> [INFORMATION]:
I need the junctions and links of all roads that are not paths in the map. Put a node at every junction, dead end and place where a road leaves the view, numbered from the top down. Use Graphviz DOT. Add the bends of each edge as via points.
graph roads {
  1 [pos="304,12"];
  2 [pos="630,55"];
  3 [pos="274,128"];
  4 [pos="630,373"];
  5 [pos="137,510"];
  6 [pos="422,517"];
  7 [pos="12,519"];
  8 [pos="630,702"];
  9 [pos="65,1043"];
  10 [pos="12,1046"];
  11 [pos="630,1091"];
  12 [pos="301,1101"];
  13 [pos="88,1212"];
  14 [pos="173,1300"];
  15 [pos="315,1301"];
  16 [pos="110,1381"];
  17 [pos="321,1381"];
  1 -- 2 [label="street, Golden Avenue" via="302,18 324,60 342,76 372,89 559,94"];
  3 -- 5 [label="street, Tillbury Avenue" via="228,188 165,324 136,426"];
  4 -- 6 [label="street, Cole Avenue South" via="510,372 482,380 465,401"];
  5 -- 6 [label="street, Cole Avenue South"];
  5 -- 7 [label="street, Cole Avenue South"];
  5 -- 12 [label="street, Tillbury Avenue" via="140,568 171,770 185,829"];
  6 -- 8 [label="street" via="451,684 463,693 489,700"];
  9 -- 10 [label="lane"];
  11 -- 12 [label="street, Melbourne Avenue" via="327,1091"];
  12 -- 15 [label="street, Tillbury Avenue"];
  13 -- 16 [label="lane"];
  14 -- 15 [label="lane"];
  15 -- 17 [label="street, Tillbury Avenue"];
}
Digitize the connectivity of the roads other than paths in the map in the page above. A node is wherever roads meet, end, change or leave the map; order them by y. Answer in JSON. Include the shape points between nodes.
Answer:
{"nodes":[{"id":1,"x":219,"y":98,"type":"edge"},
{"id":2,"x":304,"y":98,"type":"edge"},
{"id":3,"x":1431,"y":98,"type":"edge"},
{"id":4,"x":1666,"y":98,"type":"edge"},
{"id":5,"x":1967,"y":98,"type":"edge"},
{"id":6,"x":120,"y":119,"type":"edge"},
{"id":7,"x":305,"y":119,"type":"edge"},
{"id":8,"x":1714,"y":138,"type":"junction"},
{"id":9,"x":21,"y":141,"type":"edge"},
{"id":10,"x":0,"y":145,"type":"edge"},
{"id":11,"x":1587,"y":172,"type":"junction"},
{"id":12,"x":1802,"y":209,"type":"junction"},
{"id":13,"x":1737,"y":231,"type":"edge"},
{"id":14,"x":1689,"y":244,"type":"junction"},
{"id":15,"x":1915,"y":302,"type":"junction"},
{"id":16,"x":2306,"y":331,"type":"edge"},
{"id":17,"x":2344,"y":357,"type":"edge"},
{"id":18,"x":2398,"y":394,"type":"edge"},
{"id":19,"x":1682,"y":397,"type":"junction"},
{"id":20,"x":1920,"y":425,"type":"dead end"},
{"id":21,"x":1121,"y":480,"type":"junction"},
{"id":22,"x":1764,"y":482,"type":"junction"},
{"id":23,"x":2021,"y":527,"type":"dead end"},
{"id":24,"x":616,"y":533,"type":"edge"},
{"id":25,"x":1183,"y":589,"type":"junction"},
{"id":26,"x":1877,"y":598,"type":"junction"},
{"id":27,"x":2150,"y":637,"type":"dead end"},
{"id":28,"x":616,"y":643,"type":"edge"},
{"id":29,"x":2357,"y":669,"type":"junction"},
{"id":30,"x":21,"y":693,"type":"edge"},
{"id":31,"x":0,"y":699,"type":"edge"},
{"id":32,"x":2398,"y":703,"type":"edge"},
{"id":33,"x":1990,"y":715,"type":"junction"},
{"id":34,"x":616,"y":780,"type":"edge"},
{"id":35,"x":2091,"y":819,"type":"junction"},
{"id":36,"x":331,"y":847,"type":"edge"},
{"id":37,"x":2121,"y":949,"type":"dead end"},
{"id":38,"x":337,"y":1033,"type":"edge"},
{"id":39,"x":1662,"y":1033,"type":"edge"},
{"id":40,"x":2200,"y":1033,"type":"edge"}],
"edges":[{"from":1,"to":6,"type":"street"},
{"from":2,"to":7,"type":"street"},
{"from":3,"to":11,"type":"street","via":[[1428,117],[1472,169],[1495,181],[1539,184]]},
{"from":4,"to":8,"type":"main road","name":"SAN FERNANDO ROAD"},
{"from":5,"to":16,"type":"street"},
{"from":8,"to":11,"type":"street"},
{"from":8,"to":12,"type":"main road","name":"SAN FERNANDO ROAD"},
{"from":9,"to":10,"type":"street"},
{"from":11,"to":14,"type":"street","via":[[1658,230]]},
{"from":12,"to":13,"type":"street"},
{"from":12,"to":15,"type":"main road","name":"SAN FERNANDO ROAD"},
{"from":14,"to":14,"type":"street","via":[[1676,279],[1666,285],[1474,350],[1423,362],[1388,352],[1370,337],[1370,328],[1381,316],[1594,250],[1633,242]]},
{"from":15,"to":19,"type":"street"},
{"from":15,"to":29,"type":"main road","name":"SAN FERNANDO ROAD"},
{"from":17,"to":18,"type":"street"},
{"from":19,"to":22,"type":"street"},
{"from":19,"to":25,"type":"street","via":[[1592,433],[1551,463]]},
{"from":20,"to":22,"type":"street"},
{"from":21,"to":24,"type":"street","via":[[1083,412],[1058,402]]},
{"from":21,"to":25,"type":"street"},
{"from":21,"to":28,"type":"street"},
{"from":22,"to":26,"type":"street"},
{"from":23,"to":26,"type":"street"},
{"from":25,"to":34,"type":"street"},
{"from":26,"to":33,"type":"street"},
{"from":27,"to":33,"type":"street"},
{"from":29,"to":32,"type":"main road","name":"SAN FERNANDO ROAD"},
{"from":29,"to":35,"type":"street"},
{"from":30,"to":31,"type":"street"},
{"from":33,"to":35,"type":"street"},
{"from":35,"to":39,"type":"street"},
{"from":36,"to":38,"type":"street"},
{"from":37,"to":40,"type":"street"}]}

* * *

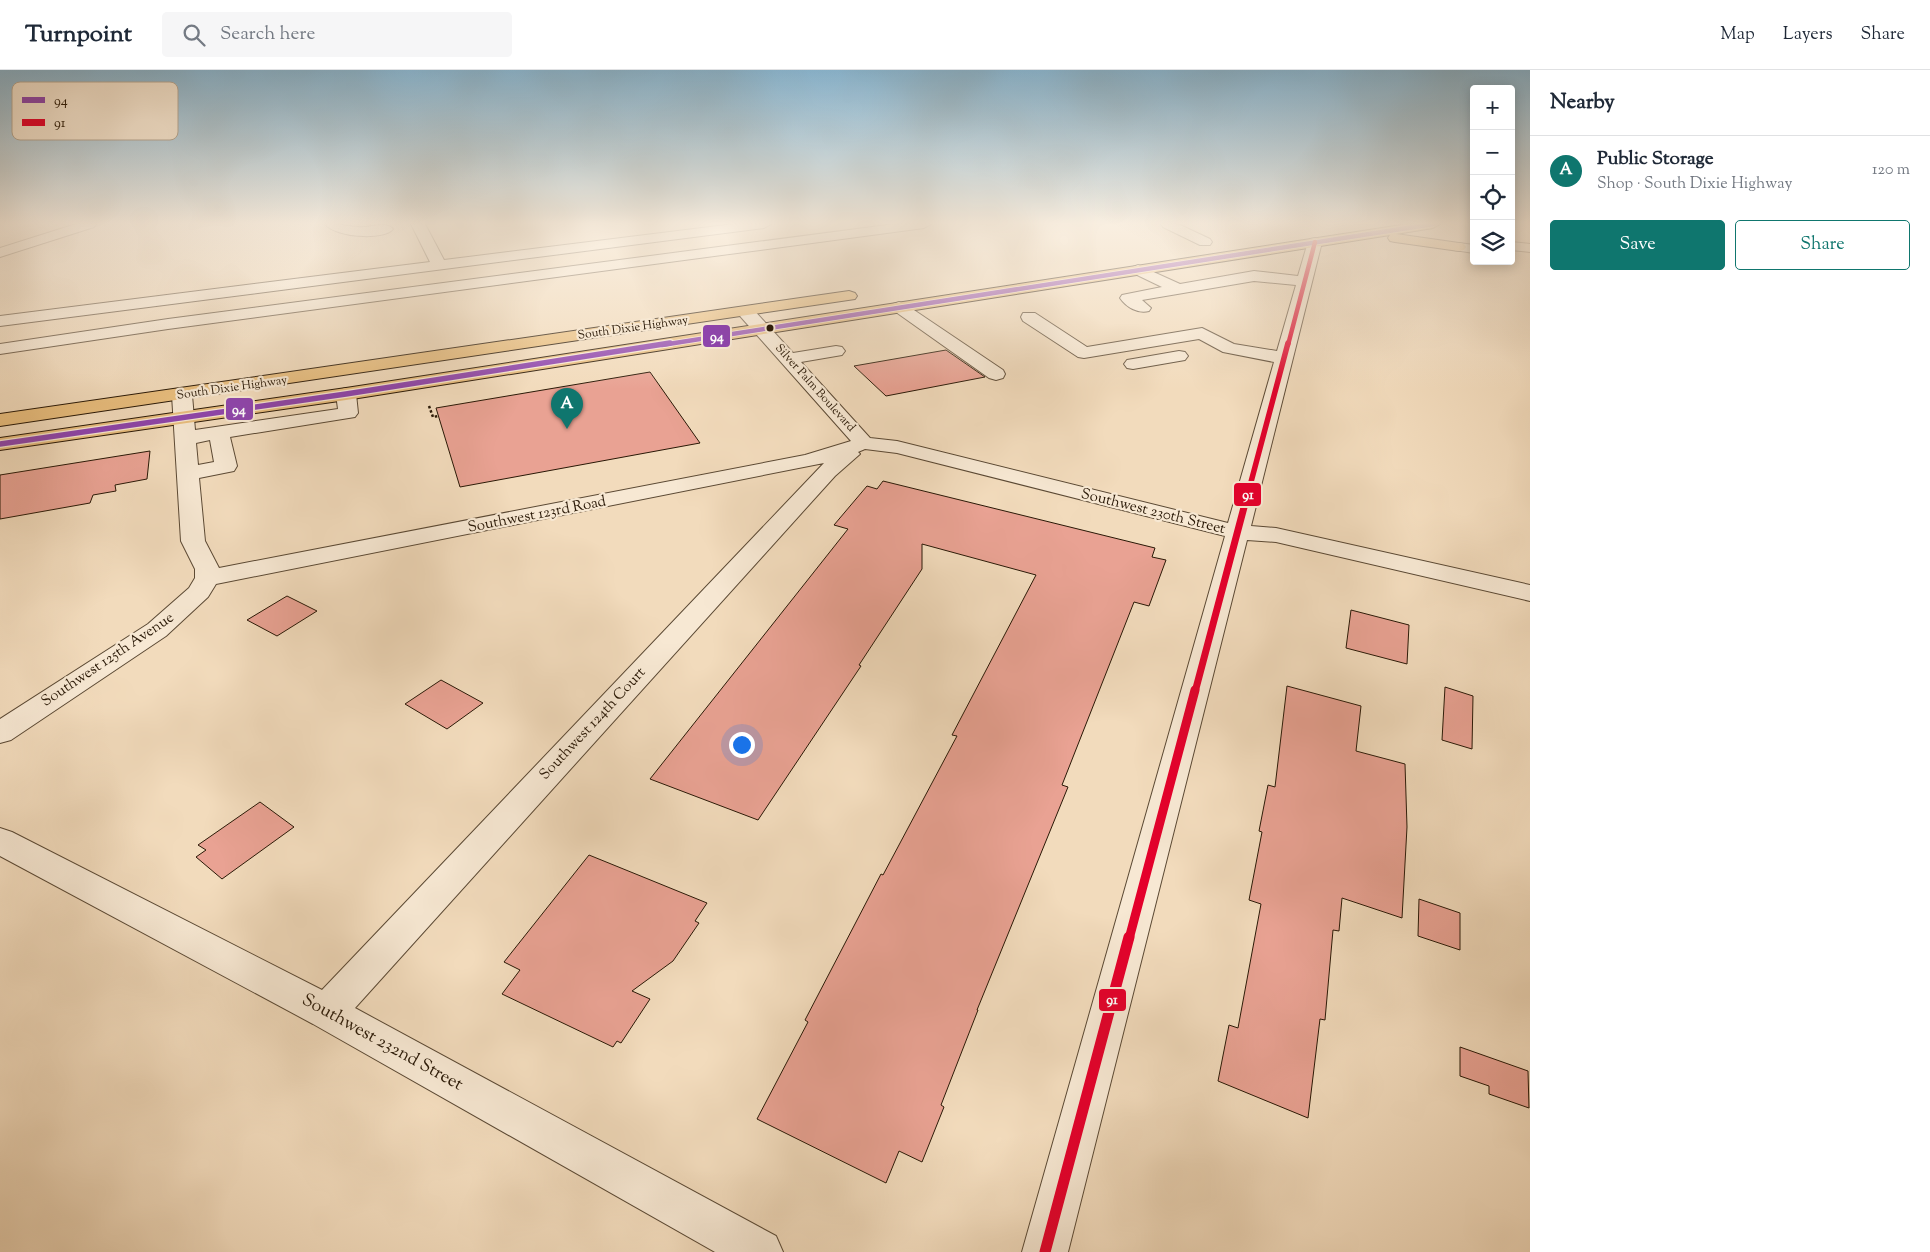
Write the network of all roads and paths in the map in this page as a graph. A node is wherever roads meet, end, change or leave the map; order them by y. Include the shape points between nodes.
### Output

> [WORK REQUIRED]: For each line of the data that has the word "meet", report that line.

> [OUTPUT]:
Digitize the connectivity of the roads other than paths in the map in the page above. A node is wherever roads meet, end, change or leave the map; order them by y. Answer in JSON. Include the shape points between nodes.
Write the network of all roads and paths in the map in this page as a graph. A node is wherever roads meet, end, change or leave the map; order them by y. Include the shape points between nodes.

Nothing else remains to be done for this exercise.